EIA Expects that 2018 Gasoline Prices Have Peaked in the July Short-Term Energy Outlook
The U.S. Energy Information Administration released its Short-Term Energy Outlook (STEO) on Tuesday, July 10, 2018.
- Brent crude oil spot prices averaged $74 per barrel (b) in June, a decrease of almost $3/b from the May average. EIA forecasts Brent spot prices will average $73/b in the second half of 2018 and will average $69/b in 2019. EIA expects West Texas Intermediate (WTI) crude oil prices will average $6/b lower than Brent prices in the second half of 2018 and $7/b lower in 2019. NYMEX WTI futures and options contract values for October 2018 delivery that traded during the five-day period ending July 5, 2018, suggest a range of $56/b to $87/b encompasses the market expectation for October WTI prices at the 95% confidence level.
- U.S. regular gasoline retail prices averaged $2.89 gallon (gal) in June, down 1 cent/gal from the average in May. EIA expects that 2018 monthly average gasoline prices peaked in May and forecasts prices to decline gradually in the coming months to an average of $2.83/gal in September. EIA expects regular gasoline retail prices to average $2.76/gal in 2018 and $2.77/gal in 2019.

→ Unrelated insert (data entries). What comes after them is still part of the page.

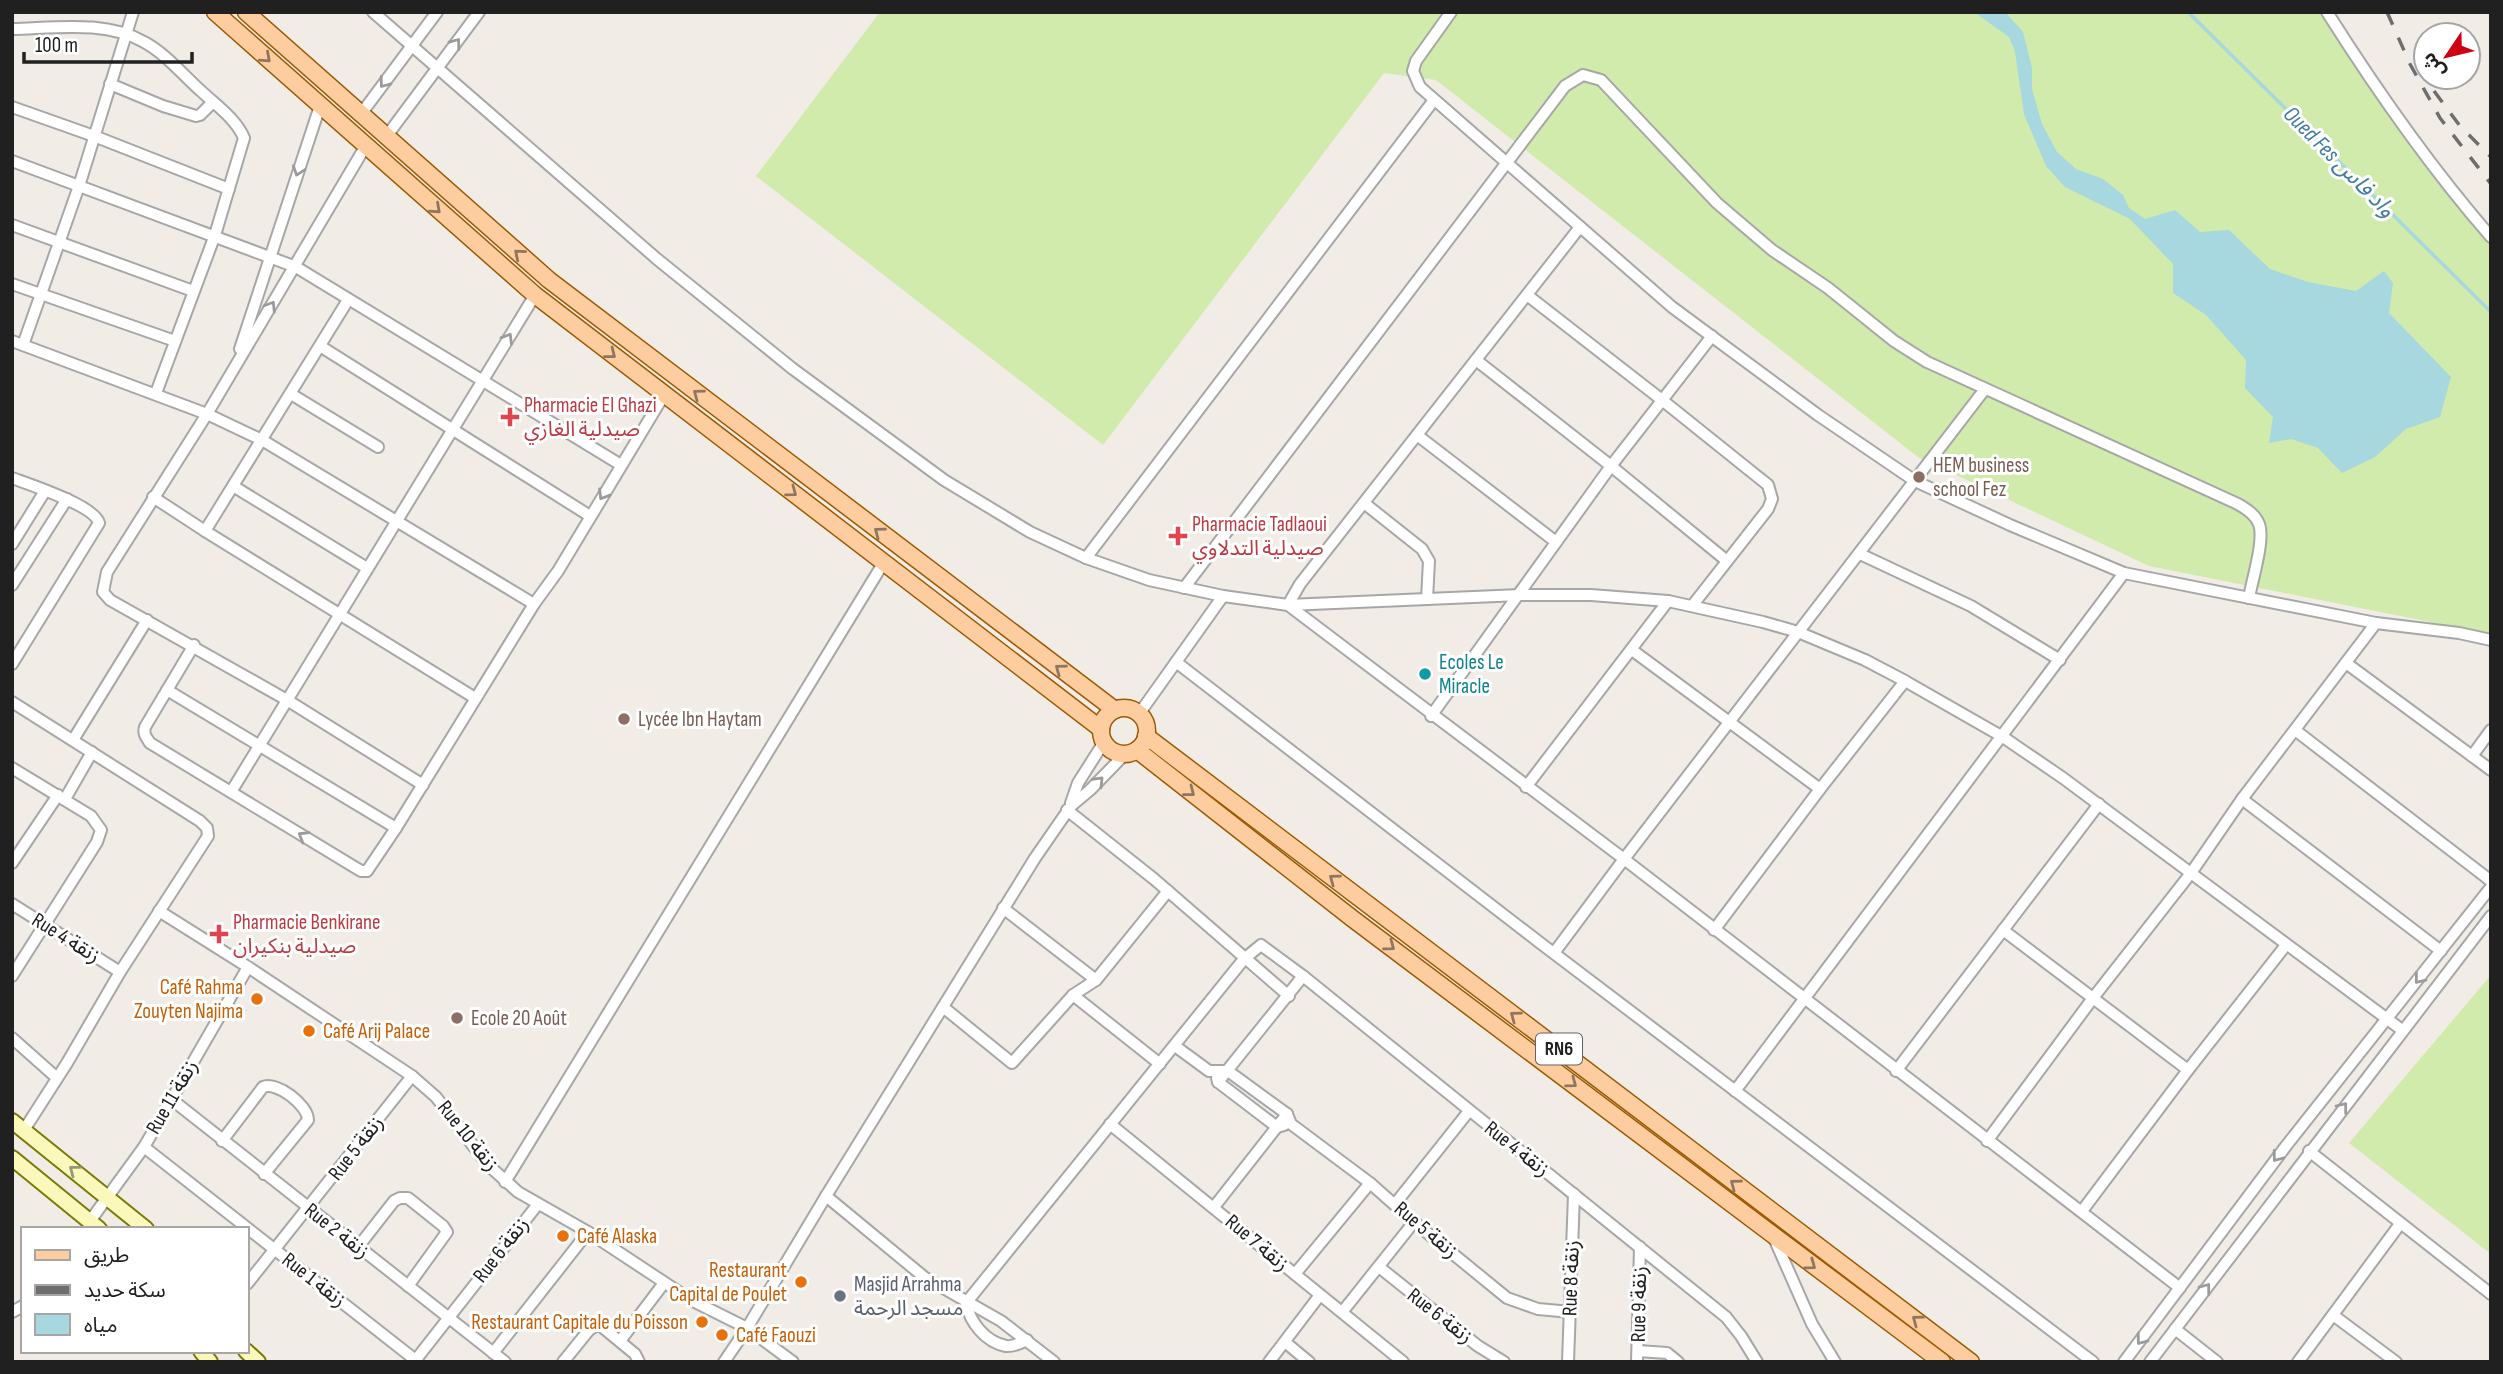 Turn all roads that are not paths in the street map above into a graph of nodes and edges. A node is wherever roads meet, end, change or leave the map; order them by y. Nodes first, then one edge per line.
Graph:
1 (133, 12) edge
2 (215, 12) edge
3 (246, 12) edge
4 (373, 12) edge
5 (437, 12) edge
6 (479, 12) edge
7 (1451, 12) edge
8 (2327, 12) edge
9 (12, 29) edge
10 (126, 33) junction
11 (412, 45) junction
12 (438, 67) junction
13 (110, 84) junction
14 (1434, 100) junction
15 (212, 102) junction
16 (320, 106) junction
17 (12, 107) edge
18 (361, 114) junction
19 (94, 136) junction
20 (386, 137) junction
21 (365, 147) junction
22 (12, 162) edge
23 (1508, 163) junction
24 (79, 186) junction
25 (229, 189) junction
26 (12, 225) edge
27 (1580, 227) junction
28 (215, 235) junction
29 (2491, 237) edge
30 (59, 241) junction
31 (269, 256) junction
32 (296, 267) junction
33 (12, 284) edge
34 (193, 291) junction
35 (42, 294) junction
36 (535, 295) junction
37 (1527, 295) junction
38 (348, 300) junction
39 (1712, 336) junction
40 (175, 341) junction
41 (18, 343) edge
42 (320, 346) junction
43 (1476, 360) junction
44 (235, 364) junction
45 (482, 382) junction
46 (1985, 389) junction
47 (156, 394) junction
48 (291, 394) junction
49 (664, 395) junction
50 (1662, 400) junction
51 (207, 414) junction
52 (453, 429) junction
53 (1417, 435) junction
54 (262, 440) junction
55 (378, 447) dead end
56 (621, 465) junction
57 (1611, 466) junction
58 (13, 478) edge
59 (1915, 481) junction
60 (233, 486) junction
61 (45, 491) junction
62 (153, 497) junction
63 (67, 499) junction
64 (1364, 503) junction
65 (590, 516) junction
66 (397, 520) junction
67 (205, 531) junction
68 (1556, 542) junction
69 (12, 544) edge
70 (1860, 554) junction
71 (1086, 558) junction
72 (1727, 561) junction
73 (884, 562) junction
74 (367, 568) junction
75 (2124, 573) junction
76 (12, 585) edge
77 (1184, 588) junction
78 (1520, 595) junction
79 (1223, 596) junction
80 (2249, 598) junction
81 (1427, 599) junction
82 (1668, 601) junction
83 (534, 604) junction
84 (1289, 606) junction
85 (1692, 606) junction
86 (339, 614) junction
87 (147, 620) junction
88 (2376, 623) junction
89 (1798, 632) junction
90 (2491, 640) edge
91 (194, 645) junction
92 (1632, 650) junction
93 (2060, 660) junction
94 (1176, 662) junction
95 (2346, 663) junction
96 (12, 664) edge
97 (1905, 681) junction
98 (167, 690) junction
99 (475, 698) junction
100 (288, 700) junction
101 (12, 702) edge
102 (1115, 710) junction
103 (1139, 714) junction
104 (1431, 716) junction
105 (1728, 723) junction
106 (2295, 730) junction
107 (2491, 730) edge
108 (1103, 736) junction
109 (1146, 736) junction
110 (2003, 737) junction
111 (73, 740) junction
112 (259, 746) junction
113 (92, 752) junction
114 (1131, 752) junction
115 (2472, 756) junction
116 (12, 768) edge
117 (2491, 770) edge
118 (423, 785) junction
119 (1526, 787) junction
120 (1820, 789) junction
121 (231, 792) junction
122 (61, 797) junction
123 (2242, 799) junction
124 (2099, 804) junction
125 (1069, 808) junction
126 (396, 828) junction
127 (1624, 859) junction
128 (12, 863) edge
129 (2191, 873) junction
130 (2491, 881) edge
131 (2491, 887) edge
132 (1168, 891) junction
133 (12, 904) edge
134 (1003, 908) junction
135 (159, 911) junction
136 (2491, 916) edge
137 (46, 926) junction
138 (1714, 930) junction
139 (2003, 930) junction
140 (2286, 945) junction
141 (2441, 951) junction
142 (1554, 953) junction
143 (1244, 958) junction
144 (248, 967) junction
145 (120, 972) junction
146 (12, 976) edge
147 (1303, 976) junction
148 (1096, 980) junction
149 (1073, 995) junction
150 (1289, 996) junction
151 (2093, 998) junction
152 (1804, 999) junction
153 (943, 1007) junction
154 (2387, 1019) junction
155 (2402, 1030) junction
156 (12, 1038) edge
157 (1175, 1046) junction
158 (1160, 1064) junction
159 (2189, 1070) junction
160 (1228, 1071) junction
161 (1896, 1071) junction
162 (412, 1076) junction
163 (1216, 1077) junction
164 (57, 1078) junction
165 (1735, 1091) junction
166 (172, 1100) junction
167 (1469, 1111) junction
168 (1289, 1119) junction
169 (1110, 1124) junction
170 (18, 1126) edge
171 (1277, 1127) junction
172 (222, 1140) junction
173 (1987, 1141) junction
174 (144, 1147) junction
175 (2309, 1151) junction
176 (12, 1158) edge
177 (264, 1174) junction
178 (505, 1182) junction
179 (1370, 1183) junction
180 (1574, 1194) junction
181 (826, 1196) junction
182 (109, 1197) junction
183 (538, 1204) junction
184 (1395, 1204) junction
185 (1214, 1207) junction
186 (308, 1209) junction
187 (2082, 1212) junction
188 (1414, 1222) junction
189 (2400, 1224) junction
190 (94, 1225) edge
191 (144, 1227) edge
192 (246, 1227) edge
193 (248, 1229) edge
194 (588, 1232) junction
195 (1774, 1238) junction
196 (358, 1247) junction
197 (1640, 1247) junction
198 (275, 1250) junction
199 (1379, 1267) junction
200 (1295, 1274) junction
201 (248, 1283) edge
202 (664, 1283) junction
203 (408, 1286) junction
204 (2180, 1288) junction
205 (2491, 1294) edge
206 (1320, 1295) junction
207 (966, 1303) junction
208 (1343, 1311) junction
209 (1570, 1311) junction
210 (2333, 1315) junction
211 (448, 1317) junction
212 (747, 1328) junction
213 (2175, 1329) junction
214 (1027, 1340) junction
215 (620, 1341) junction
216 (1285, 1342) junction
217 (494, 1353) junction
218 (1637, 1356) edge
219 (416, 1361) edge
220 (505, 1362) edge
221 (563, 1362) edge
222 (639, 1362) edge
223 (724, 1362) edge
224 (793, 1362) edge
225 (1054, 1362) edge
226 (1269, 1362) edge
227 (1309, 1362) edge
228 (1404, 1362) edge
229 (1504, 1362) edge
230 (1568, 1362) edge
231 (1678, 1362) edge
232 (1756, 1362) edge
233 (1835, 1362) edge
234 (1942, 1362) edge
235 (1971, 1362) edge
236 (2093, 1362) edge
237 (2124, 1362) edge
238 (2150, 1362) edge
239 (2217, 1362) edge
240 (2298, 1362) edge
241 (2396, 1362) edge

1 - 10 street
2 -> 16 main road, RN6
3 - 18 main road
4 - 11 street
5 - 11 street
12 -> 6 street
7 - 14 street
8 - 29 street
9 - 10 street
10 - 13 street
10 - 15 street
11 - 12 street
11 -> 18 street
12 - 20 street
12 - 71 street
13 - 15 street
13 - 19 street
14 - 23 street
14 - 71 street
15 - 25 street
16 - 21 main road, RN6
16 -> 31 street
17 - 19 street
18 - 20 main road
19 - 24 street
19 - 25 street
102 -> 20 main road
21 - 32 street
21 -> 36 main road, RN6
22 - 24 street
23 - 27 street
23 - 46 street
23 - 77 street
24 - 28 street
24 - 30 street
25 - 28 street
26 - 30 street
27 - 37 street
27 - 39 street
28 - 31 street
28 - 34 street
30 - 34 street
30 - 35 street
31 - 32 street
31 - 44 street
32 - 38 street
44 -> 32 street
33 - 35 street
34 - 40 street
35 - 40 street
35 - 41 street
45 -> 36 street
36 -> 49 main road, RN6
37 - 43 street
37 - 50 street
38 - 42 street
38 - 45 street
39 - 50 street
39 - 59 street
40 - 47 street
41 - 47 street
42 - 48 street
42 - 52 street
43 - 53 street
43 - 57 street
44 - 51 street
45 - 52 street
45 - 56 street
46 - 59 street
46 - 80 street
47 - 51 street
48 - 54 street
48 - 55 street
49 - 56 street
49 -> 73 main road, RN6
50 - 57 street
50 - 72 street
51 - 54 street
51 - 62 street
52 - 65 street
52 - 66 street
53 - 64 street
53 - 68 street
54 - 60 street
54 - 66 street
56 -> 65 street
57 - 68 street
57 - 72 street
58 - 61 street
59 - 70 street
59 - 75 street
60 - 67 street
60 - 74 street
61 - 63 street
61 - 69 street
62 - 67 street
62 - 87 street
63 - 76 street
63 - 96 street
64 - 81 street
64 - 84 street
65 - 83 street
66 - 74 street
66 - 83 street
67 - 86 street
68 - 78 street
70 - 89 street
70 - 93 street
71 - 77 street
72 - 85 street
73 - 108 main road, RN6
73 - 178 street
74 - 86 street
75 - 80 street
75 - 93 street
77 - 79 street
78 - 81 street
78 - 82 street
78 - 104 street
79 - 84 street
79 - 94 street
80 - 88 street
81 - 84 street
82 - 85 street
82 - 92 street
83 - 99 street
84 - 104 street
85 - 89 street
86 - 99 street
86 - 100 street
87 - 91 street
87 - 111 street
88 - 90 street
88 - 95 street
89 - 97 street
89 - 105 street
91 - 98 street
91 - 100 street
92 - 105 street
92 - 119 street
93 - 110 street
94 - 103 street
94 - 142 street
95 - 106 street
95 - 115 street
97 - 110 street
97 - 120 street
98 - 112 street
98 - 121 street
99 - 118 street
100 - 112 street
100 - 118 street
101 - 111 street
102 - 103 main road
102 - 108 main road
103 - 109 main road
104 - 119 street
105 - 120 street
105 - 127 street
106 - 123 street
106 - 130 street
107 - 115 street
108 - 114 main road, RN6
108 - 125 street
109 - 114 main road
235 -> 109 main road, RN6
110 - 124 street
110 - 152 street
111 - 113 street
112 - 121 street
112 - 126 street
113 - 122 street
113 - 135 street
125 -> 114 street
114 -> 195 main road, RN6
115 - 117 street
116 - 122 street
118 - 126 street
119 - 127 street
120 - 138 street
126 -> 121 street
122 - 128 street
122 - 137 street
123 - 129 street
123 - 141 street
124 - 129 street
124 - 139 street
125 - 132 street
125 - 134 street
127 - 138 street
127 - 142 street
129 - 140 street
129 - 151 street
131 - 141 street
132 - 143 street
132 - 148 street
133 - 137 street, Rue 4 زنقة
134 - 148 street
134 - 153 street
135 - 144 street, Rue 10 زنقة
135 - 145 street
136 - 155 street
137 - 145 street, Rue 4 زنقة
137 - 146 street
138 - 152 street
139 - 151 street
139 - 161 street
140 - 154 street
140 - 159 street
141 -> 154 street
142 - 165 street
143 - 147 street, Rue 4 زنقة
143 - 150 street
143 - 157 street
144 - 162 street, Rue 10 زنقة
144 - 166 street, Rue 11 زنقة
145 - 164 street
147 - 150 street
147 - 167 street, Rue 4 زنقة
148 - 149 street
149 - 153 street
149 - 158 street
150 - 160 street
151 - 159 street
151 - 173 street
152 - 161 street
152 - 165 street
153 - 181 street
154 - 155 street
154 -> 204 street
175 -> 155 street
156 - 164 street
157 - 158 street
157 - 163 street
158 - 169 street
159 - 187 street
160 - 163 street
160 - 168 street, Rue 5 زنقة
161 - 173 street
162 - 178 street, Rue 10 زنقة
162 - 186 street, Rue 5 زنقة
163 - 171 street
164 - 170 street
165 - 236 street
166 - 172 street, Rue 2 زنقة
166 - 174 street, Rue 11 زنقة
167 - 180 street, Rue 4 زنقة
167 - 184 street
168 - 171 street
168 - 179 street, Rue 5 زنقة
169 - 185 street, Rue 7 زنقة
169 - 207 street
182 -> 170 street
171 - 185 street
172 - 177 street, Rue 2 زنقة
172 - 177 street
173 - 187 street
174 - 182 street, Rue 11 زنقة
174 - 192 street, Rue 1 زنقة
175 - 189 street
213 -> 175 street
176 - 190 street
177 - 186 street, Rue 2 زنقة
178 - 183 street, Rue 10 زنقة
179 - 184 street, Rue 5 زنقة
179 - 200 street
180 - 197 street, Rue 4 زنقة
180 - 209 street, Rue 8 زنقة
181 - 207 street
181 - 212 street
182 - 190 street, Rue 11 زنقة
182 - 191 street
183 - 194 street, Rue 10 زنقة
183 - 211 street, Rue 6 زنقة
184 - 188 street, Rue 5 زنقة
185 - 200 street, Rue 7 زنقة
186 - 196 street, Rue 2 زنقة
186 - 198 street, Rue 5 زنقة
187 - 204 street
188 - 199 street
188 - 209 street, Rue 5 زنقة
189 - 205 street
189 - 210 street
193 - 198 street, Rue 1 زنقة
194 - 202 street, Rue 10 زنقة
194 - 217 street
195 - 233 street
195 -> 234 main road, RN6
196 - 203 street, Rue 2 زنقة
196 - 203 street
197 - 218 street, Rue 9 زنقة
197 - 232 street, Rue 4 زنقة
198 - 201 street, Rue 5 زنقة
198 - 219 street, Rue 1 زنقة
199 - 208 street
199 - 229 street, Rue 6 زنقة
200 - 206 street, Rue 7 زنقة
202 - 212 street, Rue 10 زنقة
202 - 215 street
203 - 211 street, Rue 2 زنقة
204 -> 237 street
206 - 208 street, Rue 7 زنقة
206 - 216 street
207 - 214 street
207 - 214 street
208 - 228 street, Rue 7 زنقة
209 - 230 street, Rue 8 زنقة
210 - 240 street
210 - 241 street
211 - 217 street, Rue 2 زنقة
211 - 219 street, Rue 6 زنقة
212 - 223 street
212 - 224 street, Rue 10 زنقة
213 - 238 street
213 - 239 street
214 - 225 street
215 - 221 street
215 - 222 street
216 - 226 street
216 - 227 street
217 - 220 street, Rue 2 زنقة
218 - 231 street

- EIA estimates that U.S. crude oil production averaged 10.9 million barrels per day (b/d) in June, up 0.1 million b/d from the May level. EIA forecasts U.S. crude oil production to average 10.8 million b/d in 2018, up from 9.4 million b/d in 2017, and to average 11.8 million b/d in 2019. If realized, both of these forecast levels would surpass the previous record of 9.6 million b/d set in 1970.
- EIA forecasts that total U.S. crude oil and petroleum product net imports will fall from an annual average of 3.7 million b/d in 2017 to an average of 2.4 million b/d in 2018 and to an average of 1.6 million b/d in 2019, which would be the lowest level of net imports since 1958.
- EIA forecasts total global liquid fuels end-of-year inventories to be unchanged in 2018 compared with 2017, followed by a rise of 0.6 million b/d in 2019.
- U.S. dry natural gas production averaged 73.6 billion cubic feet per day (Bcf/d) in 2017. EIA forecasts dry natural gas production will average 81.3 Bcf/d in 2018, which would establish a new record. EIA expects natural gas production will rise by an additional 3.1 Bcf/d in 2019 to 84.5 Bcf/d.
- The Henry Hub natural gas spot price averaged $2.97/million British thermal units (MMBtu) in June. EIA expects Henry Hub natural gas spot prices to average $2.99/MMBtu in 2018 and $3.04/MMBtu in 2019. NYMEX futures and options contract values for October 2018 delivery that traded during the five-day period ending July 5, 2018, suggest a range of $2.37/MMBtu to $3.59/MMBtu encompasses the market expectation for October Henry Hub natural gas prices at the 95% confidence level.
- EIA expects the share of U.S. total utility-scale electricity generation from natural gas-fired power plants to rise from 32% in 2017 to 34% in 2018 and to 35% in 2019. In this outlook, coal’s forecast share of electricity generation falls from 30% in 2017 to 28% in 2018 and to 27% in 2019. The nuclear share of generation was 20% in 2017 and is forecast to be slightly less than that share in 2018 and in 2019. Nonhydropower renewables provided slightly less than 10% of electricity generation in 2017 and are expected to provide more than 10% in 2018 and nearly 11% in 2019. The generation share of hydropower was 7% in 2017 and is forecast to be slightly less than that share in 2018 and in 2019.
- After declining by 0.9% in 2017, EIA forecasts that energy-related carbon dioxide (CO2) emissions will increase by 1.8% in 2018 and decrease by 0.5% in 2019. Energy-related CO2 emissions are sensitive to changes in weather, economic growth, energy prices, and fuel mix.